Directions:
On how many lines of the records below does the string "Romains" appear? Reply with only the number.
━━ Extracted entries ━━
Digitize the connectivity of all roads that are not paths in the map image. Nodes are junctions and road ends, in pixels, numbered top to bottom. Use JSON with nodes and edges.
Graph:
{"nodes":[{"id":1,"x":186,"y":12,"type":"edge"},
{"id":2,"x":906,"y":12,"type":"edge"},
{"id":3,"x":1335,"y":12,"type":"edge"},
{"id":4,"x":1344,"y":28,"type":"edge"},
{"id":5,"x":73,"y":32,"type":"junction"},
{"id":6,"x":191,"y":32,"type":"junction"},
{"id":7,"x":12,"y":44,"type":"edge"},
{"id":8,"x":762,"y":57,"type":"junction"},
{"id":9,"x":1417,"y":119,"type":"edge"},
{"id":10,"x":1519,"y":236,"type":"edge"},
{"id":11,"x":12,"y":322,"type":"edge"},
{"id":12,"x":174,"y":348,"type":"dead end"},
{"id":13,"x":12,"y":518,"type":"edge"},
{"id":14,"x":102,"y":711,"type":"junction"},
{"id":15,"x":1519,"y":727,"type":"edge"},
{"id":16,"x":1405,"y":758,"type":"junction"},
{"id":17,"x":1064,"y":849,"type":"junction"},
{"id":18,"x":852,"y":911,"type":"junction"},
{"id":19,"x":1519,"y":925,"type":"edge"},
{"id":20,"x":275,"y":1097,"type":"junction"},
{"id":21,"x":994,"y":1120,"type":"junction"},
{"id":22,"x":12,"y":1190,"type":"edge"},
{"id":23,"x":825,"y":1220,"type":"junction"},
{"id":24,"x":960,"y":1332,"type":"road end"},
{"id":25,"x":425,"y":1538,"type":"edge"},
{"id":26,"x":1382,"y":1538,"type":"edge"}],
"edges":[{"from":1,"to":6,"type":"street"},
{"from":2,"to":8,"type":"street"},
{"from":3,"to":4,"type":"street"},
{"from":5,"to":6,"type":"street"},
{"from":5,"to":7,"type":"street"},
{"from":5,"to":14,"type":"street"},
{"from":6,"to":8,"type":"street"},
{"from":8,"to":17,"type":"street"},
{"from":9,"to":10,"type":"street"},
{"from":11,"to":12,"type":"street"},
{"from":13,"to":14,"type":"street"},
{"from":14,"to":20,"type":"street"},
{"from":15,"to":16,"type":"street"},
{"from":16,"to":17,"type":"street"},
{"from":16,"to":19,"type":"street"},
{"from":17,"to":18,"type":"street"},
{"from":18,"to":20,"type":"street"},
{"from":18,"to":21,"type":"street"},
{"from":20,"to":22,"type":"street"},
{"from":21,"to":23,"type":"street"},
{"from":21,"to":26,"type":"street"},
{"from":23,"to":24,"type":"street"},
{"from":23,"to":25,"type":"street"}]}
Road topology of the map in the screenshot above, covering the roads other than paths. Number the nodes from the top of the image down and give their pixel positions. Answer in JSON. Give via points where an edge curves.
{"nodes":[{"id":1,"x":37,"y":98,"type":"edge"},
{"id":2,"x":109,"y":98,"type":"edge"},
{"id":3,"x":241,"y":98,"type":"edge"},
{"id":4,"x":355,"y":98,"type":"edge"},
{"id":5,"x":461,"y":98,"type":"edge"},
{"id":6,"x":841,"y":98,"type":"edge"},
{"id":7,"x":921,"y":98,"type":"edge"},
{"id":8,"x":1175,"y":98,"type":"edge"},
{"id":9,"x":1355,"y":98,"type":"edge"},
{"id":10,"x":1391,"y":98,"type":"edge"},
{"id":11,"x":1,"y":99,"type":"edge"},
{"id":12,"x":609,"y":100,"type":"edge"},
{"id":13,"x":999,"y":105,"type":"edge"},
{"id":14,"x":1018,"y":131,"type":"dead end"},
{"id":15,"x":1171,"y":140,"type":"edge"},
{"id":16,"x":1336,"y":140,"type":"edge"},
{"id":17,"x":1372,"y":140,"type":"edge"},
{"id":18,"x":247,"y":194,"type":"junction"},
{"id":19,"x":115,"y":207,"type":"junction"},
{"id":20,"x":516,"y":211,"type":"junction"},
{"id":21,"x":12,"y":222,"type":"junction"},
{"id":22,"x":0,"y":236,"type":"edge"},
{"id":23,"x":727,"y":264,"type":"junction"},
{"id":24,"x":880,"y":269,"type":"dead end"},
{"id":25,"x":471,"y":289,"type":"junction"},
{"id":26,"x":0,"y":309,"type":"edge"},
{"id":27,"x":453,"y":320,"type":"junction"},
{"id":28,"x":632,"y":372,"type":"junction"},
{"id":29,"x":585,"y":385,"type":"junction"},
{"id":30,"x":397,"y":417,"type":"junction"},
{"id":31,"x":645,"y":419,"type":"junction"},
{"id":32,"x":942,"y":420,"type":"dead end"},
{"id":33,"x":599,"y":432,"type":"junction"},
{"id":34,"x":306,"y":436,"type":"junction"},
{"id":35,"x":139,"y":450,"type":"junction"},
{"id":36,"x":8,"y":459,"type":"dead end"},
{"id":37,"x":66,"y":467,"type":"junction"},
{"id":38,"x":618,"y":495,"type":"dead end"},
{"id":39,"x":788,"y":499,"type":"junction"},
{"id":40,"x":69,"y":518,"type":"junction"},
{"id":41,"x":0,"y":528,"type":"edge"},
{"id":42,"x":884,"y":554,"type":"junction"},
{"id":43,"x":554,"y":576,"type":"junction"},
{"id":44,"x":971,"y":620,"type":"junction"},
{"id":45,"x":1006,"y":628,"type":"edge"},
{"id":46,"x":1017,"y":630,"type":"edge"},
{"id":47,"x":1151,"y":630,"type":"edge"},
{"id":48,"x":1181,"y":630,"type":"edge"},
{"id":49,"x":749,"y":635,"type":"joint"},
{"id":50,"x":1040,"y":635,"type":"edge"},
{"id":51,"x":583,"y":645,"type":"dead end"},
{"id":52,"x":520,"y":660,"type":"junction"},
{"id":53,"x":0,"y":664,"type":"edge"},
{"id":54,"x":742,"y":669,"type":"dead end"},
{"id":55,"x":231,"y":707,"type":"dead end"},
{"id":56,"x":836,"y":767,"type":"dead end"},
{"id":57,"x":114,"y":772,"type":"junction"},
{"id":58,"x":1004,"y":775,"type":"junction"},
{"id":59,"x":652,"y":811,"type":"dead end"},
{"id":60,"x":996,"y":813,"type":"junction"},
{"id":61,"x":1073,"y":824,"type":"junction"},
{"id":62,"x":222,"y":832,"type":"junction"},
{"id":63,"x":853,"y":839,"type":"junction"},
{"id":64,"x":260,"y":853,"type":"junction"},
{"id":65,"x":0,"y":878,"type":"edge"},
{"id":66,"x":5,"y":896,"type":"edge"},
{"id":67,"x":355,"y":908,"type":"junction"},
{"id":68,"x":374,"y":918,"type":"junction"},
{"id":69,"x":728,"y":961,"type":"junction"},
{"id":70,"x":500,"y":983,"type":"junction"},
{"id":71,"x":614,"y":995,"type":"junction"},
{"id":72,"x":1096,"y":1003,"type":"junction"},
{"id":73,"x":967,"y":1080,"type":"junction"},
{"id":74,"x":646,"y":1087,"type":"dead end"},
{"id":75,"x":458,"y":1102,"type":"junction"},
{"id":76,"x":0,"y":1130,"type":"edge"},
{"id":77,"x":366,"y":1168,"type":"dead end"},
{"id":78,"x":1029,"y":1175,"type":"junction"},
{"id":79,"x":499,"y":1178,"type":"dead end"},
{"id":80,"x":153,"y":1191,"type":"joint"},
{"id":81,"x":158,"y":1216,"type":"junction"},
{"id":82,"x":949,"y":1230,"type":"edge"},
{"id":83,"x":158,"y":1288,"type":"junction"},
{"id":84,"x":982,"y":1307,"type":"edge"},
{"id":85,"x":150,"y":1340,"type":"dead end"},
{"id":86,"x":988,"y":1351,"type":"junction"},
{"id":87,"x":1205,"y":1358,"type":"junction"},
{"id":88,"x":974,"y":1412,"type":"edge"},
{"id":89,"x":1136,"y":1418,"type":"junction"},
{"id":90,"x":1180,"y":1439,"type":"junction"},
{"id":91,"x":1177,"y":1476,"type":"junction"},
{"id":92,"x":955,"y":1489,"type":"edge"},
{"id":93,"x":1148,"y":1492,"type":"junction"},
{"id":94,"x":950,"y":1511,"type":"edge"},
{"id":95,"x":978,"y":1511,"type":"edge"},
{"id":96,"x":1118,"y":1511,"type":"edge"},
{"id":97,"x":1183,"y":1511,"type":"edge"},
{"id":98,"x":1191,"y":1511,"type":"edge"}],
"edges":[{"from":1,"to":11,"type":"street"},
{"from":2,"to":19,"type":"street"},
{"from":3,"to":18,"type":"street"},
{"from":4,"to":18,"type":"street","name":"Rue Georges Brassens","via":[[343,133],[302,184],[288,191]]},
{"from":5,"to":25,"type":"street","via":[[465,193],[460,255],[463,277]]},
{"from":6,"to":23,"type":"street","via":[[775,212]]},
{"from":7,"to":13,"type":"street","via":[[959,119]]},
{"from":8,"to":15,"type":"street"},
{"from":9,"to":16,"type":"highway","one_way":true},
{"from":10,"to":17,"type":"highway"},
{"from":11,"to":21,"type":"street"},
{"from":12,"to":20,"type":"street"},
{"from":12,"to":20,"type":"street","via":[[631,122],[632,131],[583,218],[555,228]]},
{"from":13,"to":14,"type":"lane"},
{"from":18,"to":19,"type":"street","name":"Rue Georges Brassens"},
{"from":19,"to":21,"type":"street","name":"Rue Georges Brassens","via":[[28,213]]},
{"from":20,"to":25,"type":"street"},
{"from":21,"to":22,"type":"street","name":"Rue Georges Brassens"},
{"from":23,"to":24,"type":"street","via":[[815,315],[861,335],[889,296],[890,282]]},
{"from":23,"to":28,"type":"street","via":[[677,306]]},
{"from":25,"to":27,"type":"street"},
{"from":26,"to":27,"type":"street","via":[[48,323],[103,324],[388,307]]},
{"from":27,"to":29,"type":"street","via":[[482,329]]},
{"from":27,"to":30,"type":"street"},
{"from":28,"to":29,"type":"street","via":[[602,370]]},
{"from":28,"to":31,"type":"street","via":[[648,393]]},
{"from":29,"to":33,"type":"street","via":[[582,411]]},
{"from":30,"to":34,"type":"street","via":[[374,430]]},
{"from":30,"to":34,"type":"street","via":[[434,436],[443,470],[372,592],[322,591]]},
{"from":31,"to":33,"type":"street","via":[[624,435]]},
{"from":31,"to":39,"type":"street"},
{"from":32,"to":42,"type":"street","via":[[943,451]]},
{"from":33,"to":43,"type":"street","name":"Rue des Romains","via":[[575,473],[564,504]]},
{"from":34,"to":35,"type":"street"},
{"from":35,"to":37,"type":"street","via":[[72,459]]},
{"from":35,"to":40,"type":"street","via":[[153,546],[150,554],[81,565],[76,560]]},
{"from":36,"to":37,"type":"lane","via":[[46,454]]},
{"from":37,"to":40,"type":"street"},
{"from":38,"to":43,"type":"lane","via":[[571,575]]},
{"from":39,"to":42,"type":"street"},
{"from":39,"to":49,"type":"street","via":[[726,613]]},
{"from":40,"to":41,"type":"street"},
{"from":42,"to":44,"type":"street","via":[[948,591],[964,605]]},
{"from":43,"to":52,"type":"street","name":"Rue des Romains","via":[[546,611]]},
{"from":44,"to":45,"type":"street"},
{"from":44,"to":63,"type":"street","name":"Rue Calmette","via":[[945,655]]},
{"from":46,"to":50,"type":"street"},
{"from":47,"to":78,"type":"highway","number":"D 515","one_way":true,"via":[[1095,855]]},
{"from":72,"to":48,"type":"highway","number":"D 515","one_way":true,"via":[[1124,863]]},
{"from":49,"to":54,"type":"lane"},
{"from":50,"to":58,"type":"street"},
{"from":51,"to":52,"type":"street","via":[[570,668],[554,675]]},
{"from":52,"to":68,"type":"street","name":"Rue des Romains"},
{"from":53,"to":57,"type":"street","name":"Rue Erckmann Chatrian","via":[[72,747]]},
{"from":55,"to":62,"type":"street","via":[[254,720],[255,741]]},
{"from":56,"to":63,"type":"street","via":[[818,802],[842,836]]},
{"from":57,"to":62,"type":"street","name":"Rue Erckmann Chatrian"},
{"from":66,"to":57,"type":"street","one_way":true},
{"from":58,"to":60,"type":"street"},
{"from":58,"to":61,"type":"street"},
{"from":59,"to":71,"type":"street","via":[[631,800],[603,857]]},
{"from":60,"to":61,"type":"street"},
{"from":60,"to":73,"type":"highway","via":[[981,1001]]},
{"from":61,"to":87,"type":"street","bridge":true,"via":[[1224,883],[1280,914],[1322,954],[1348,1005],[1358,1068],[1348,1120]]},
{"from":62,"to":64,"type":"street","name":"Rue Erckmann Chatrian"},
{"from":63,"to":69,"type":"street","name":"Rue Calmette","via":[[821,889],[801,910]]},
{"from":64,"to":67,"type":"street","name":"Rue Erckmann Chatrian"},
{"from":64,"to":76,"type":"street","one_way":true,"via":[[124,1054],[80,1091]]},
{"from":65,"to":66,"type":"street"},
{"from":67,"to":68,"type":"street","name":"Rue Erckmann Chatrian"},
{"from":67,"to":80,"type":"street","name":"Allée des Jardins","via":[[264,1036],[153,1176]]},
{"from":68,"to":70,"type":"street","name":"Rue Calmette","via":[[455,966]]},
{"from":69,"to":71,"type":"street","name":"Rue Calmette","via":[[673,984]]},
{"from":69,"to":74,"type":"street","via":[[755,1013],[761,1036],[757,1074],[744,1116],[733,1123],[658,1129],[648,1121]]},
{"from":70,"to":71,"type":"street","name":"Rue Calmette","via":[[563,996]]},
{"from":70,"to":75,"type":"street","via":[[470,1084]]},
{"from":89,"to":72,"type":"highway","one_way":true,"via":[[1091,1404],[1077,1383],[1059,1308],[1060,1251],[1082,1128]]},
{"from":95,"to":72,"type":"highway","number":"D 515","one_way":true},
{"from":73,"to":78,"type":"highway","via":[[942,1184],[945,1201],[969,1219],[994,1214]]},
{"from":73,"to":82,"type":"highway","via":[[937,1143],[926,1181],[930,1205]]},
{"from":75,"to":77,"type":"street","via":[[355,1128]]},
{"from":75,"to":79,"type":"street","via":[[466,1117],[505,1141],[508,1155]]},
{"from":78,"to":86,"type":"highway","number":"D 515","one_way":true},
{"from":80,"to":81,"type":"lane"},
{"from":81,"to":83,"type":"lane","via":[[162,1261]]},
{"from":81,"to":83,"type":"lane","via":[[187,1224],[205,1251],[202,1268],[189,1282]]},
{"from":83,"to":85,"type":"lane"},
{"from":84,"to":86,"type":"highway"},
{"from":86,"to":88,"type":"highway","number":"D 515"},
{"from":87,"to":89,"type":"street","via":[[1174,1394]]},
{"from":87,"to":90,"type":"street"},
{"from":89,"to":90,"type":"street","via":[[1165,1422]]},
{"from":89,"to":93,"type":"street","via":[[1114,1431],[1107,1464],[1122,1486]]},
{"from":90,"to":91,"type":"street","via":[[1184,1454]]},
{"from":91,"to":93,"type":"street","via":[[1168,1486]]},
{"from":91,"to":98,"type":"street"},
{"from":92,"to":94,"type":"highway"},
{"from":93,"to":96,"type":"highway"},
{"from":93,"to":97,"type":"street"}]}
━━━
Solution to this task:
3